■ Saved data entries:
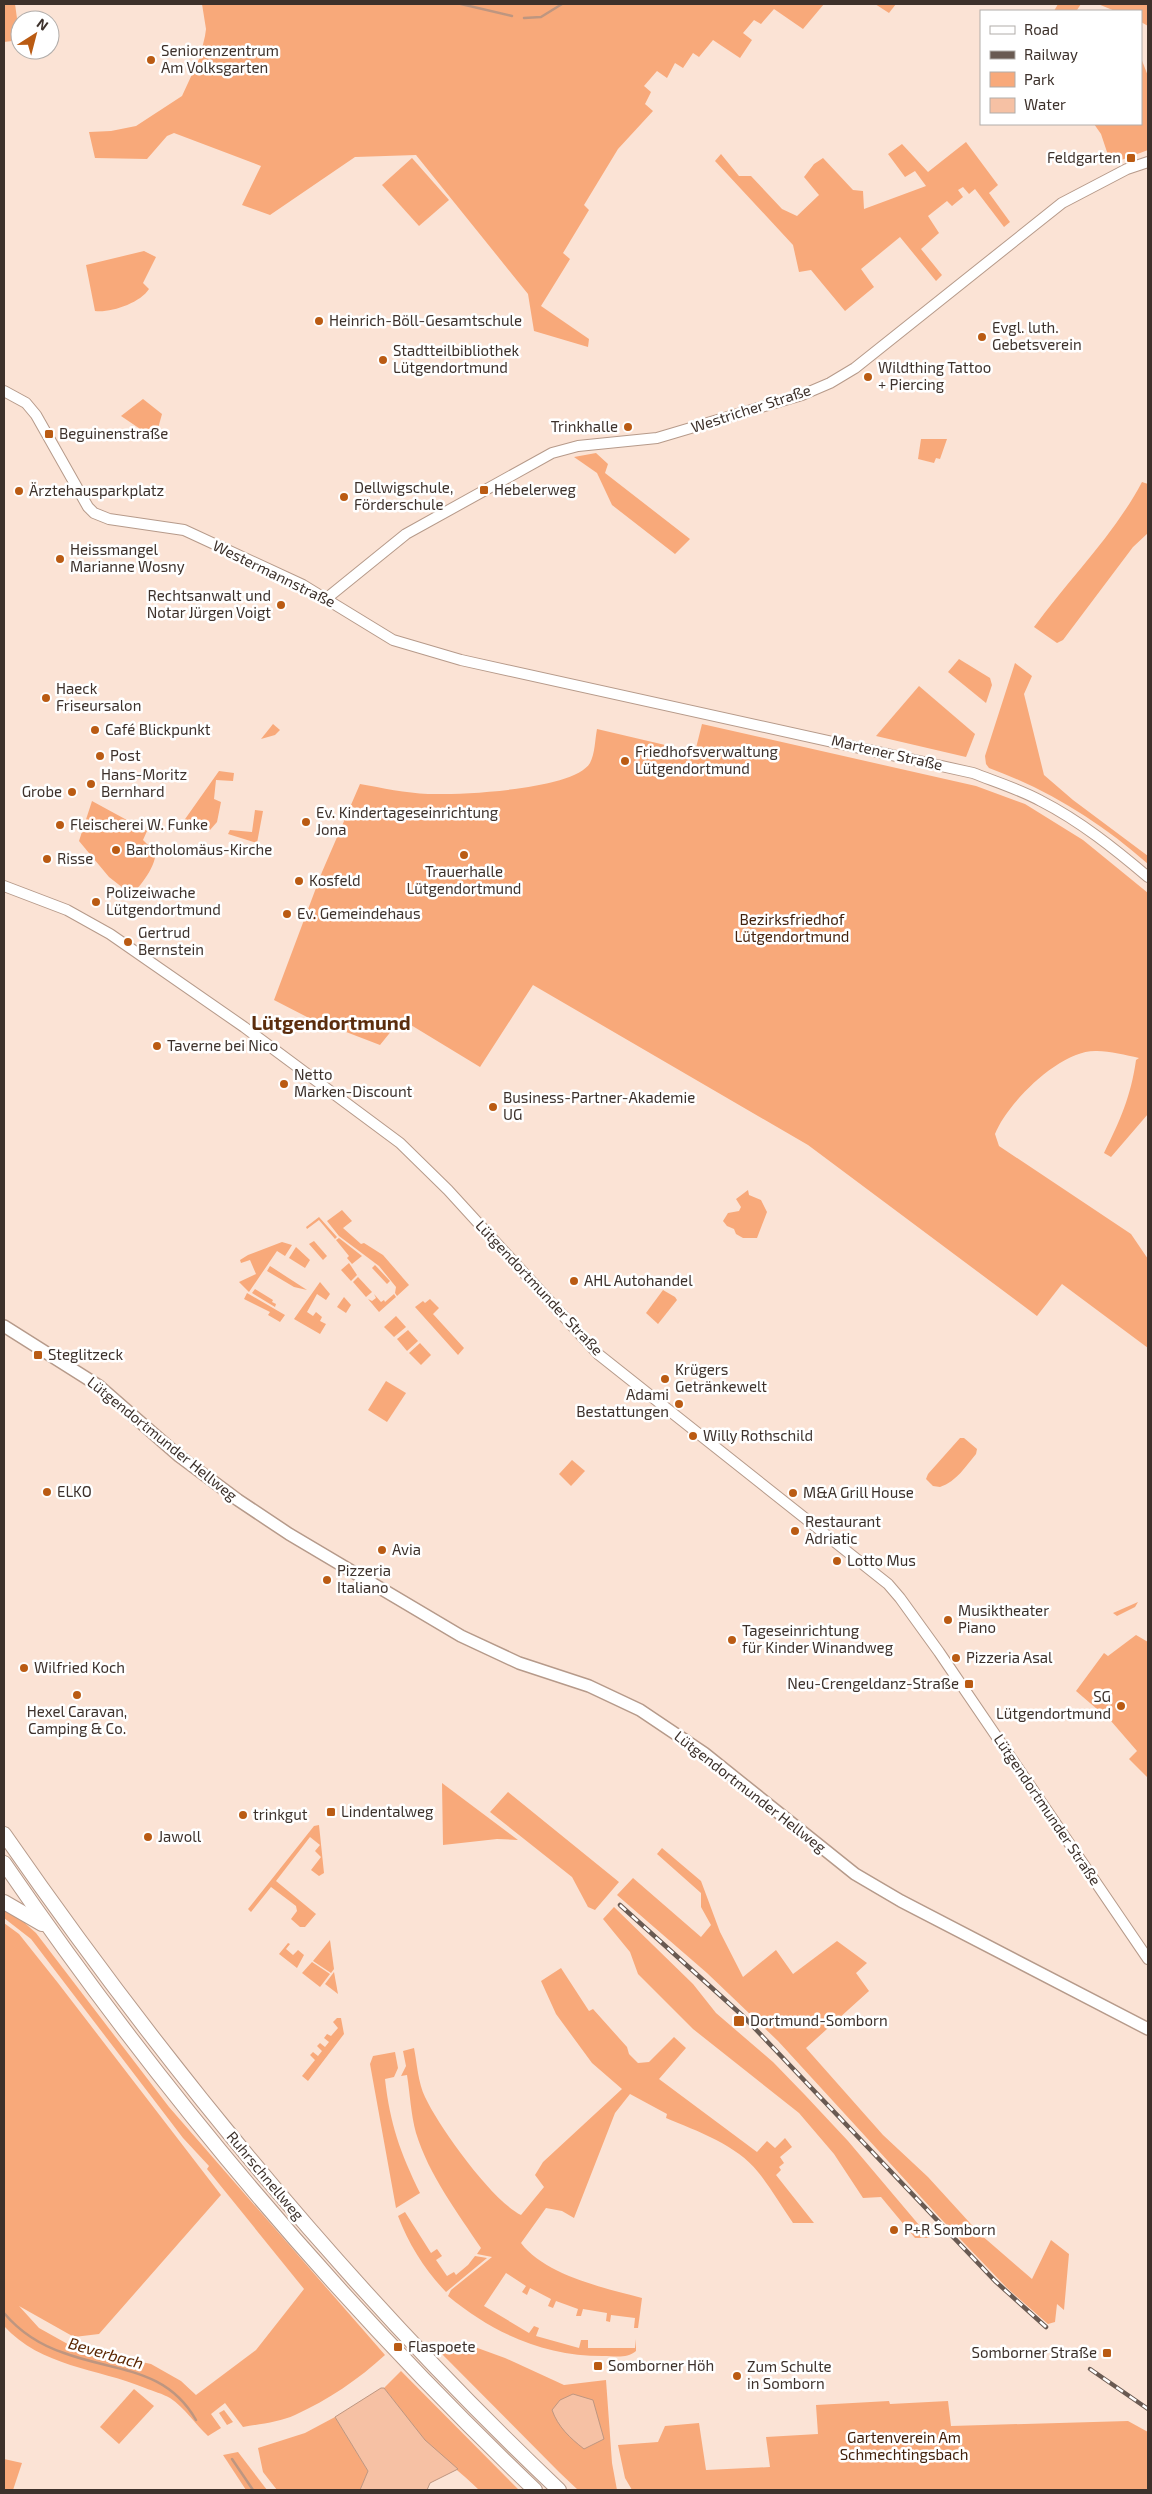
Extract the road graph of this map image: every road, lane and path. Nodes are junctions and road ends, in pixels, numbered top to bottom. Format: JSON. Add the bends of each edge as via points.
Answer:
{"nodes":[{"id":1,"x":1148,"y":162,"type":"edge"},
{"id":2,"x":4,"y":391,"type":"edge"},
{"id":3,"x":327,"y":598,"type":"junction"},
{"id":4,"x":599,"y":689,"type":"joint"},
{"id":5,"x":1148,"y":878,"type":"edge"},
{"id":6,"x":4,"y":886,"type":"edge"},
{"id":7,"x":4,"y":1326,"type":"edge"},
{"id":8,"x":4,"y":1834,"type":"edge"},
{"id":9,"x":4,"y":1864,"type":"edge"},
{"id":10,"x":4,"y":1902,"type":"edge"},
{"id":11,"x":62,"y":1946,"type":"junction"},
{"id":12,"x":1148,"y":1959,"type":"edge"},
{"id":13,"x":1148,"y":2029,"type":"edge"},
{"id":14,"x":535,"y":2490,"type":"edge"},
{"id":15,"x":559,"y":2490,"type":"edge"}],
"edges":[{"from":1,"to":3,"type":"street","name":"Westricher Straße","via":[[1126,169],[1062,203],[855,368],[830,383],[802,395],[657,438],[578,446],[552,453],[406,534]]},
{"from":2,"to":3,"type":"street","name":"Westermannstraße","via":[[26,403],[36,414],[80,495],[94,513],[124,522],[184,530]]},
{"from":3,"to":4,"type":"street","name":"Westermannstraße","via":[[377,632],[407,646]]},
{"from":4,"to":5,"type":"street","name":"Martener Straße","via":[[973,773],[1017,789],[1064,813],[1093,832]]},
{"from":6,"to":12,"type":"street","name":"Lütgendortmunder Straße","via":[[67,910],[110,934],[244,1027],[400,1144],[448,1190],[598,1354],[888,1584],[949,1667]]},
{"from":7,"to":13,"type":"main road","name":"Lütgendortmunder Hellweg","via":[[99,1386],[179,1456],[289,1534],[461,1636],[519,1663],[589,1686],[640,1710],[715,1761],[855,1874],[900,1901]]},
{"from":8,"to":15,"type":"highway","name":"Ruhrschnellweg","via":[[86,1950],[178,2070],[277,2190],[435,2366]]},
{"from":9,"to":11,"type":"highway","name":"Ruhrschnellweg"},
{"from":10,"to":11,"type":"highway","via":[[50,1930]]},
{"from":11,"to":14,"type":"highway","name":"Ruhrschnellweg","via":[[224,2154],[299,2242],[422,2377]]}]}
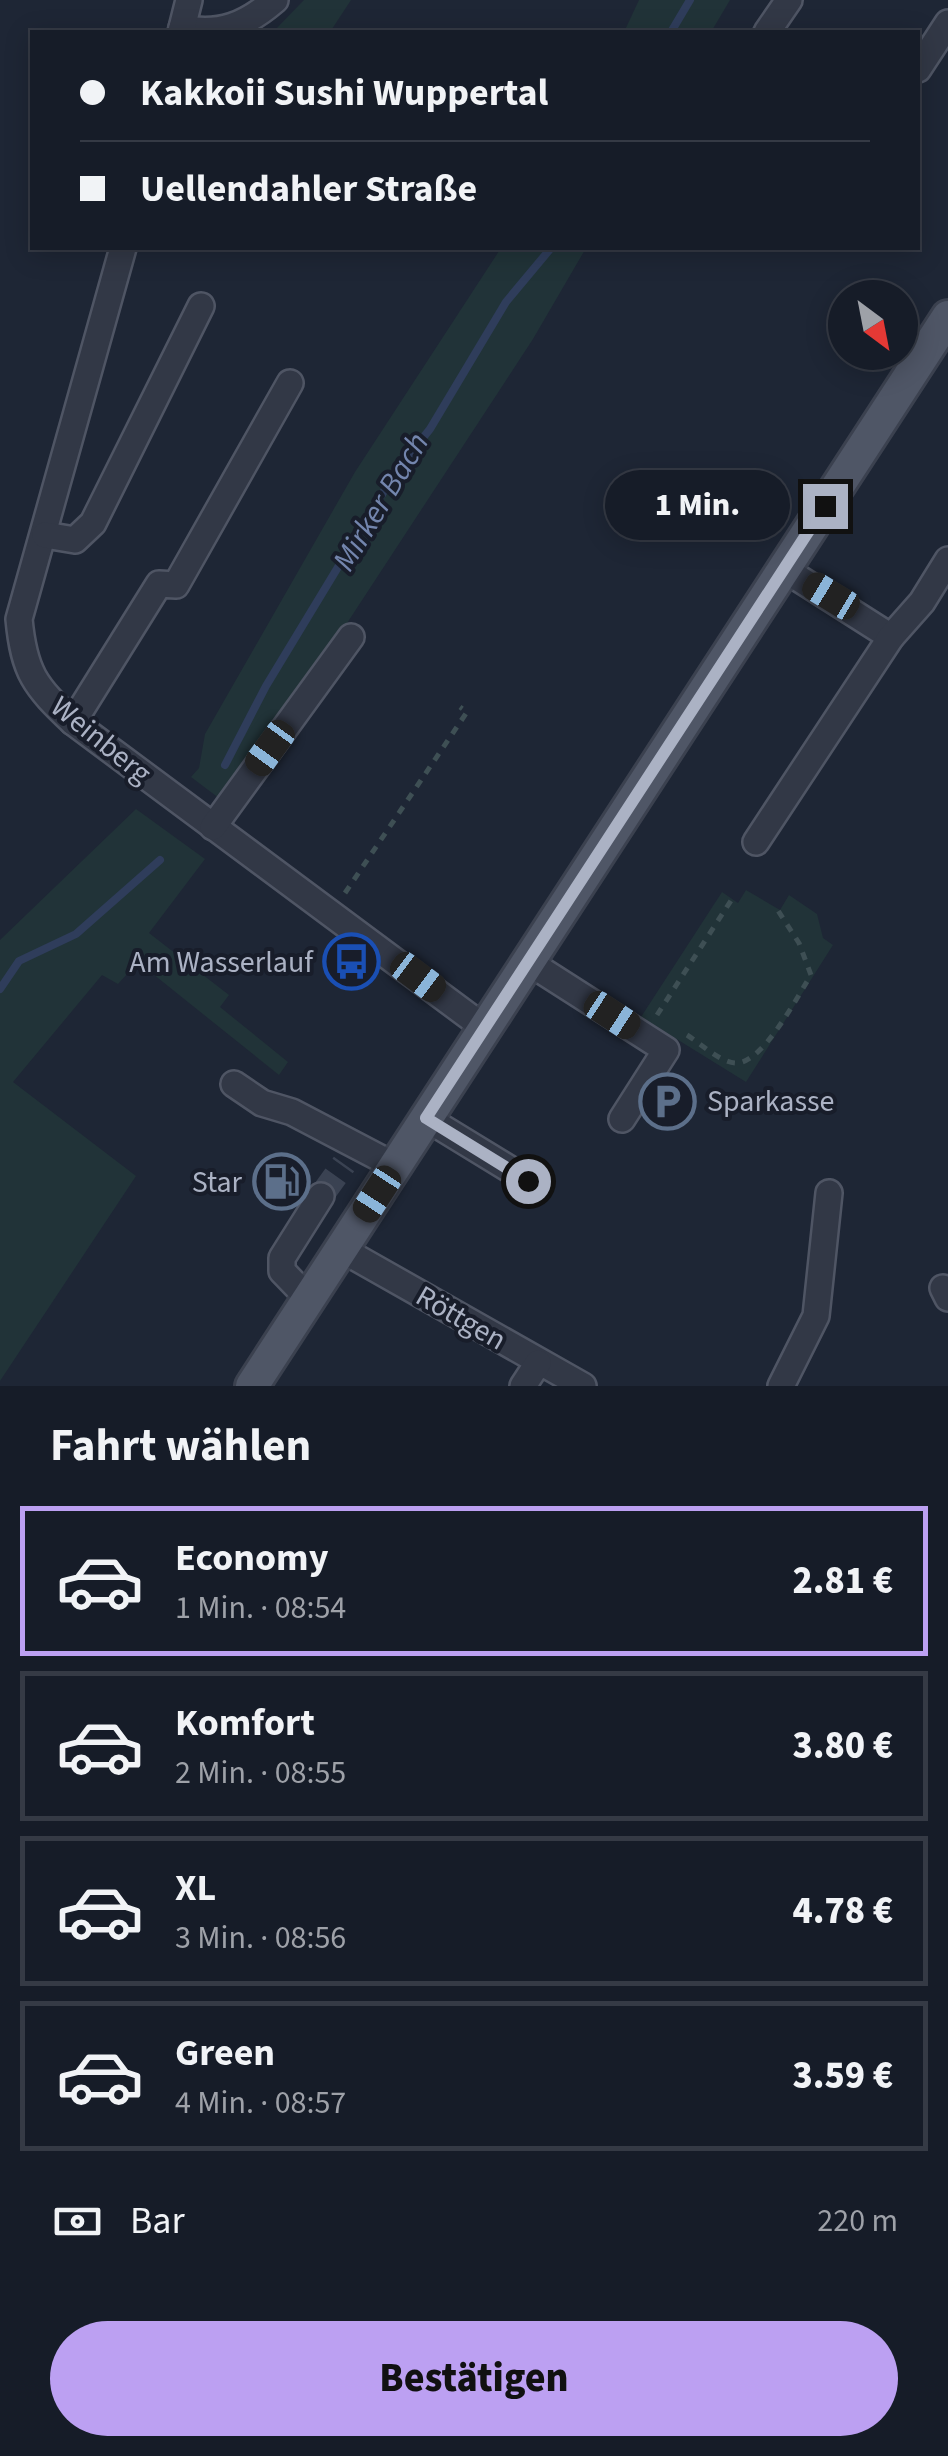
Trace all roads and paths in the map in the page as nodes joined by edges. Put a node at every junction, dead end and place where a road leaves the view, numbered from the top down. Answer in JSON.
{"nodes":[{"id":1,"x":189,"y":0,"type":"edge"},
{"id":2,"x":275,"y":0,"type":"edge"},
{"id":3,"x":789,"y":0,"type":"edge"},
{"id":4,"x":948,"y":23,"type":"edge"},
{"id":5,"x":777,"y":29,"type":"edge"},
{"id":6,"x":182,"y":30,"type":"edge"},
{"id":7,"x":221,"y":30,"type":"edge"},
{"id":8,"x":920,"y":66,"type":"edge"},
{"id":9,"x":122,"y":250,"type":"edge"},
{"id":10,"x":201,"y":306,"type":"dead end"},
{"id":11,"x":948,"y":317,"type":"edge"},
{"id":12,"x":290,"y":383,"type":"dead end"},
{"id":13,"x":45,"y":535,"type":"junction"},
{"id":14,"x":948,"y":560,"type":"edge"},
{"id":15,"x":784,"y":569,"type":"junction"},
{"id":16,"x":351,"y":637,"type":"dead end"},
{"id":17,"x":890,"y":637,"type":"junction"},
{"id":18,"x":11,"y":655,"type":"edge"},
{"id":19,"x":460,"y":707,"type":"dead end"},
{"id":20,"x":73,"y":722,"type":"junction"},
{"id":21,"x":213,"y":827,"type":"junction"},
{"id":22,"x":756,"y":842,"type":"dead end"},
{"id":23,"x":732,"y":899,"type":"dead end"},
{"id":24,"x":777,"y":909,"type":"dead end"},
{"id":25,"x":330,"y":914,"type":"junction"},
{"id":26,"x":530,"y":963,"type":"junction"},
{"id":27,"x":670,"y":1024,"type":"dead end"},
{"id":28,"x":486,"y":1029,"type":"junction"},
{"id":29,"x":684,"y":1033,"type":"dead end"},
{"id":30,"x":234,"y":1084,"type":"dead end"},
{"id":31,"x":426,"y":1118,"type":"junction"},
{"id":32,"x":622,"y":1119,"type":"dead end"},
{"id":33,"x":395,"y":1166,"type":"junction"},
{"id":34,"x":528,"y":1181,"type":"dead end"},
{"id":35,"x":830,"y":1194,"type":"dead end"},
{"id":36,"x":322,"y":1196,"type":"tunnel mouth"},
{"id":37,"x":341,"y":1249,"type":"junction"},
{"id":38,"x":309,"y":1298,"type":"junction"},
{"id":39,"x":538,"y":1363,"type":"junction"},
{"id":40,"x":252,"y":1386,"type":"edge"},
{"id":41,"x":523,"y":1386,"type":"edge"},
{"id":42,"x":583,"y":1386,"type":"edge"},
{"id":43,"x":781,"y":1386,"type":"edge"}],
"edges":[{"from":1,"to":6,"type":"street"},
{"from":2,"to":7,"type":"street"},
{"from":3,"to":5,"type":"street"},
{"from":4,"to":8,"type":"street"},
{"from":9,"to":13,"type":"street","name":"Weinberg"},
{"from":10,"to":13,"type":"street"},
{"from":11,"to":15,"type":"main road"},
{"from":12,"to":20,"type":"street"},
{"from":13,"to":18,"type":"street","name":"Weinberg"},
{"from":14,"to":17,"type":"street"},
{"from":15,"to":17,"type":"street"},
{"from":15,"to":26,"type":"main road"},
{"from":16,"to":21,"type":"street"},
{"from":17,"to":22,"type":"street"},
{"from":18,"to":20,"type":"street","name":"Weinberg"},
{"from":19,"to":25,"type":"path"},
{"from":20,"to":21,"type":"street","name":"Weinberg"},
{"from":21,"to":25,"type":"street","name":"Weinberg"},
{"from":23,"to":27,"type":"path"},
{"from":24,"to":29,"type":"path"},
{"from":25,"to":28,"type":"street","name":"Weinberg"},
{"from":26,"to":28,"type":"main road"},
{"from":26,"to":32,"type":"street"},
{"from":28,"to":31,"type":"main road"},
{"from":30,"to":33,"type":"street"},
{"from":31,"to":33,"type":"main road"},
{"from":31,"to":34,"type":"street"},
{"from":33,"to":37,"type":"main road"},
{"from":35,"to":43,"type":"street"},
{"from":36,"to":38,"type":"street"},
{"from":37,"to":38,"type":"main road"},
{"from":37,"to":39,"type":"street","name":"Röttgen"},
{"from":38,"to":40,"type":"main road"},
{"from":39,"to":41,"type":"street"},
{"from":39,"to":42,"type":"street","name":"Röttgen"}]}
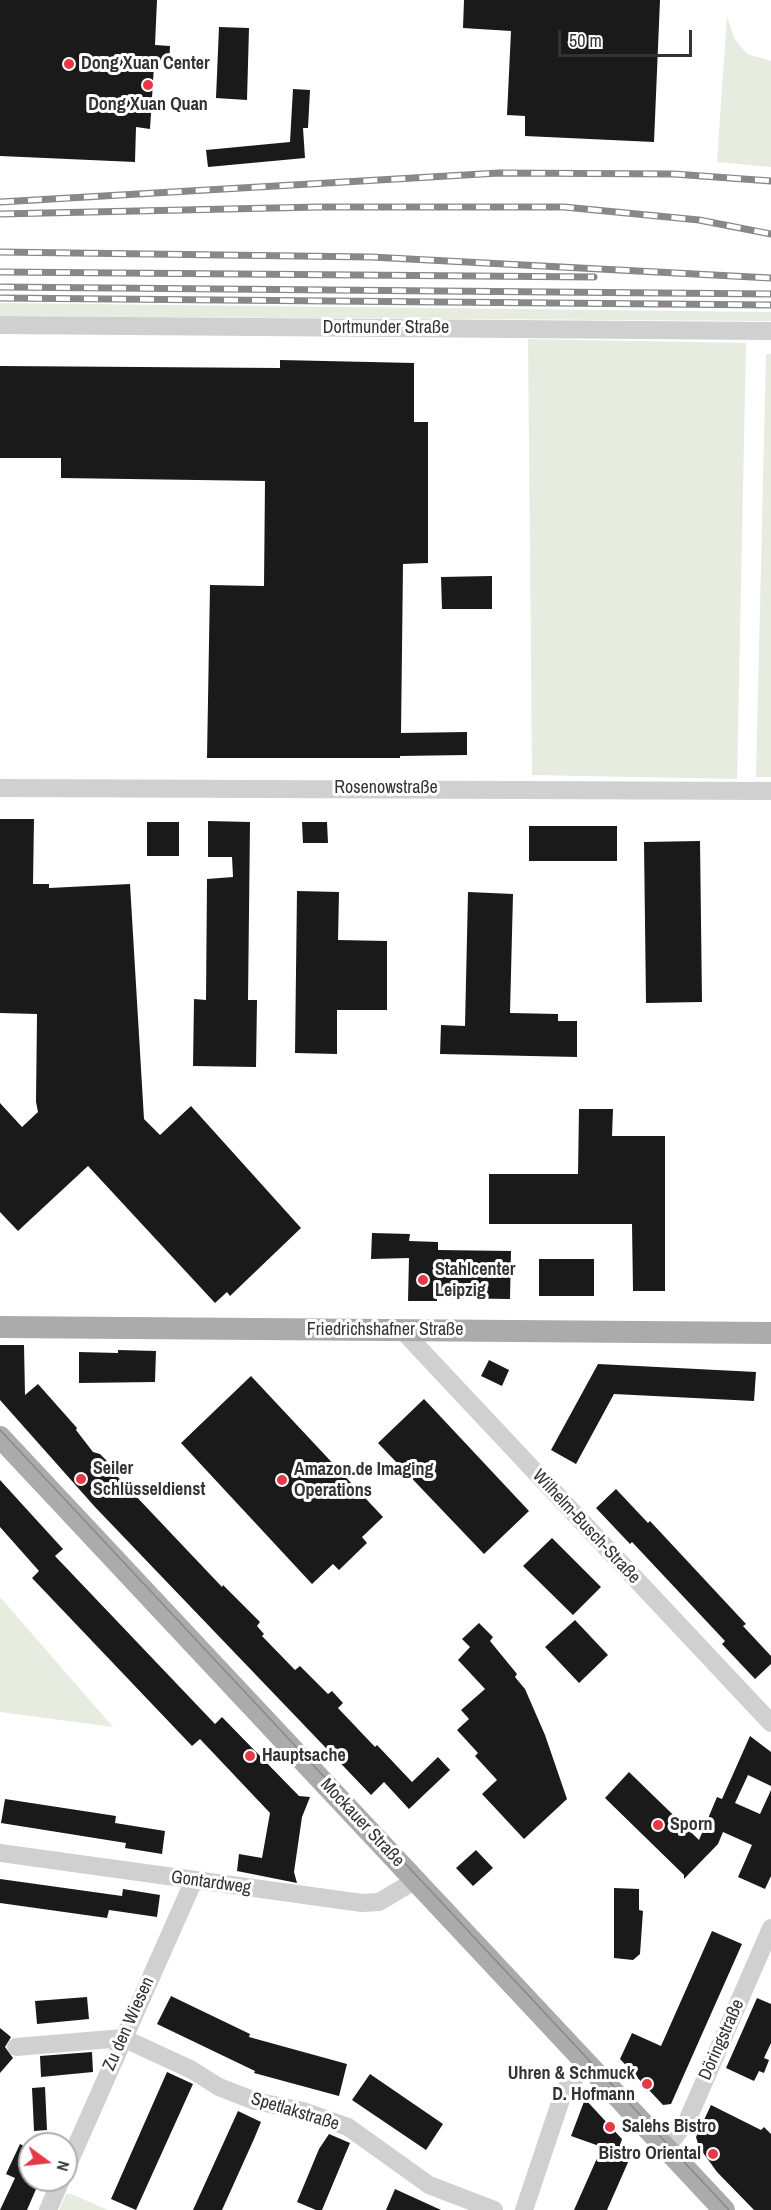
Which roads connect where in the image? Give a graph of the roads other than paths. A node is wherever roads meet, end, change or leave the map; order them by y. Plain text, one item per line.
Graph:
1 (0, 325) edge
2 (771, 331) edge
3 (0, 788) edge
4 (771, 791) edge
5 (0, 1327) edge
6 (402, 1330) junction
7 (771, 1333) edge
8 (0, 1437) edge
9 (771, 1723) edge
10 (0, 1853) edge
11 (194, 1880) junction
12 (416, 1880) junction
13 (771, 1928) edge
14 (123, 2038) junction
15 (16, 2047) dead end
16 (587, 2064) junction
17 (78, 2141) edge
18 (666, 2148) junction
19 (56, 2192) edge
20 (48, 2210) edge
21 (494, 2210) edge
22 (524, 2210) edge
23 (724, 2210) edge

1 - 2 street, Dortmunder Straße
3 - 4 street, Rosenowstraße
5 - 6 main road, Friedrichshafner Straße
6 - 7 main road, Friedrichshafner Straße
6 - 9 street, Wilhelm-Busch-Straße
8 - 12 main road, Mockauer Straße
10 - 11 street, Gontardweg
11 - 12 street, Gontardweg
11 - 14 street, Zu den Wiesen
12 - 16 main road, Mockauer Straße
13 - 18 street, Döringstraße
14 - 15 street
14 - 17 street, Zu den Wiesen
14 - 21 street, Spetlakstraße
16 - 18 main road, Mockauer Straße
16 - 22 street
18 - 23 main road, Mockauer Straße
19 - 20 street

■ INSTRUCTIONS FOR THE TASK: Scan the records above, then copy out each line that mentions "image".

■ SOLUTION TO THIS EXERCISE:
Extract the road graph of this map image: every road, lane and path. Nodes are junctions and road ends, in pixels, numbered top to bottom. Format: JSON. Add the bends of each edge as via points.
Which roads connect where in the image? Give a graph of the roads other than paths. A node is wherever roads meet, end, change or leave the map; order them by y. Plain text, one item per line.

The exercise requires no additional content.